TAVR and SAVR deliver similar outcomes for patients with low-flow, low-gradient aortic stenosis
Transcatheter aortic valve replacement (TAVR) and surgical aortic valve replacement (SAVR) are associated with comparable patient outcomes when patients present with low-flow, low-gradient (LFLG) aortic stenosis, according to new data published in The Journal of Thoracic and Cardiovascular Surgery.[1]
“The optimal type of intervention in LFLG aortic stenosis remains undetermined,” wrote first author James A. Brown, MD, MS, a cardiothoracic surgery resident with the University of Pittsburgh, and colleagues. “TAVR avoids myocardial dysfunction from cardiopulmonary bypass and may have a larger bioprosthetic effective orifice area than SAVR, while SAVR has lower rates of paravalvular leak (PVL) and conduction disturbances, both of which adversely affect left ventricular function. Moreover, the relative durability of SAVR and TAVR prostheses remains uncertain, and surgery allows for concomitant procedures, including aortic root enlargement, coronary artery bypass grafting and mitral valve interventions.”

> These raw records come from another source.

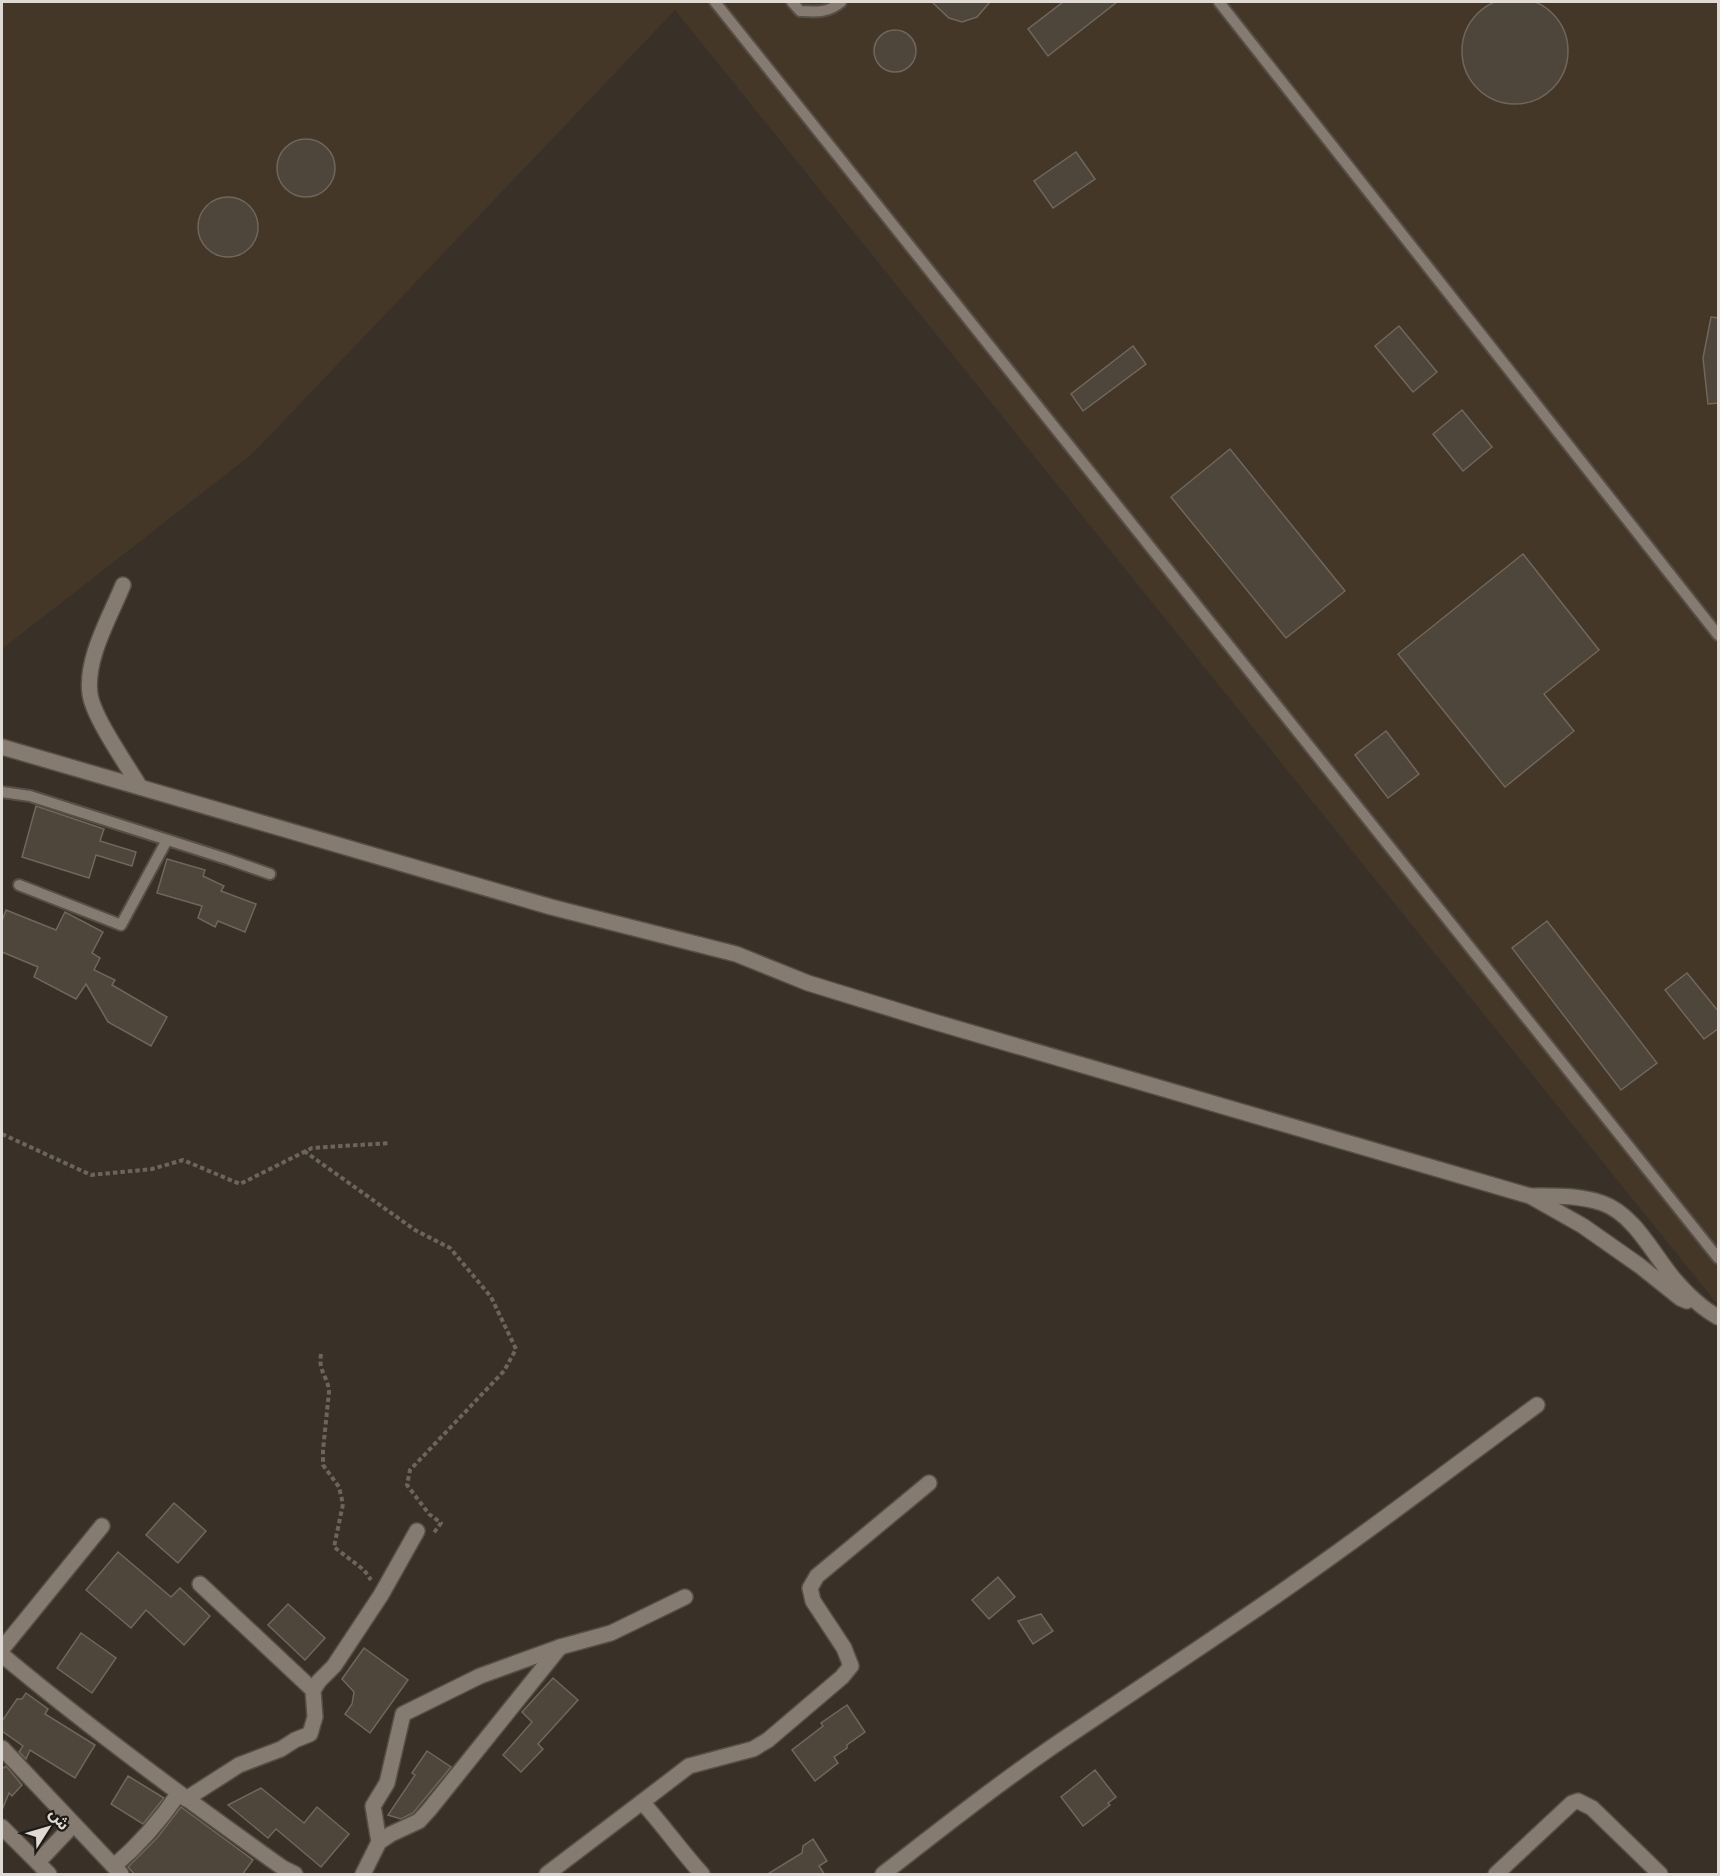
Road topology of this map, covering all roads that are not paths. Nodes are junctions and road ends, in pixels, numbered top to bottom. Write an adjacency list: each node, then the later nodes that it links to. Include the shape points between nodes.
1 (716, 2): 14 (lane)
2 (792, 2): 3 (lane, via 800,11 821,12)
3 (841, 2)
4 (1219, 2): 6 (lane)
5 (123, 585): 8 (street, via 93,656 90,695 96,713)
6 (1719, 635)
7 (2, 747): 8 (street)
8 (140, 787): 13 (street, via 551,908 736,954 808,983 873,1003)
9 (2, 792): 10 (lane, via 30,796)
10 (167, 840): 11 (lane); 12 (lane, via 121,925)
11 (270, 874)
12 (20, 885)
13 (1530, 1196): 15 (street, via 1582,1226 1680,1298); 15 (street, via 1574,1196 1605,1204 1629,1221)
14 (1719, 1258)
15 (1701, 1308): 16 (street)
16 (1719, 1317)
17 (1537, 1405): 40 (street, via 1263,1605 1042,1754)
18 (929, 1483): 29 (street, via 817,1576 810,1588 813,1601 844,1648 851,1666 842,1677 768,1740 753,1749 689,1766)
19 (102, 1526): 24 (street)
20 (417, 1531): 26 (street, via 381,1595 334,1666)
21 (200, 1584): 26 (street)
22 (685, 1597): 23 (street, via 611,1633)
23 (560, 1647): 32 (street, via 419,1821); 32 (street, via 480,1676 403,1714 387,1783 374,1806)
24 (2, 1649)
25 (2, 1655): 28 (street)
26 (313, 1690): 28 (street, via 315,1717 310,1734)
27 (2, 1748): 30 (street)
28 (183, 1796): 34 (street); 36 (street)
29 (642, 1802): 38 (street); 39 (street)
30 (73, 1825): 33 (street); 34 (street)
31 (2, 1827): 33 (street)
32 (379, 1842): 37 (street)
33 (38, 1862): 35 (street)
34 (117, 1870)
35 (49, 1875)
36 (296, 1875)
37 (363, 1875)
38 (547, 1875)
39 (702, 1875)
40 (883, 1875)
41 (1496, 1875): 42 (street, via 1572,1803 1578,1802 1592,1808)
42 (1660, 1875)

Brown et al. tracked data from nearly 248 low-risk patients who underwent first-time aortic valve replacement for LFLG aortic stenosis at a single high-volume medical center. While 52.8% of those patients underwent SAVR, the other 47.2% underwent TAVR. The median follow-up period was 3.6 years. TAVR patients were significantly older than SAVR patients at baseline.
Overall, 30-day mortality, stroke and pacemaker rates were comparable between the TAVR and SAVR patients. PVL was more common after TAVR, as one may expect. After one year, there was no significant difference in aortic valve mean gradient or ejection fraction (EF).
The authors added that, after a multivariable analysis, neither treatment option was associated with an increased risk of mortality or heart failure readmission.
“These results correspond to the findings of the PARTNER study, supporting real clinical equipoise,” the authors wrote. “Nevertheless, even though this study is the largest with the longest median follow-up, it is also possible that this study had insufficient sample size or inadequate follow-up and was therefore underpowered to detect differences. Whatever the optimal treatment, both groups had improved EF and reduced mean aortic transvalvular pressure gradient, with reasonable short-term mortality and long-term survival.”
The group added that longer “larger prospective randomized studies with longer follow-up” are still necessary to help “establish guidelines for the use of TAVR and SAVR in LFLG.”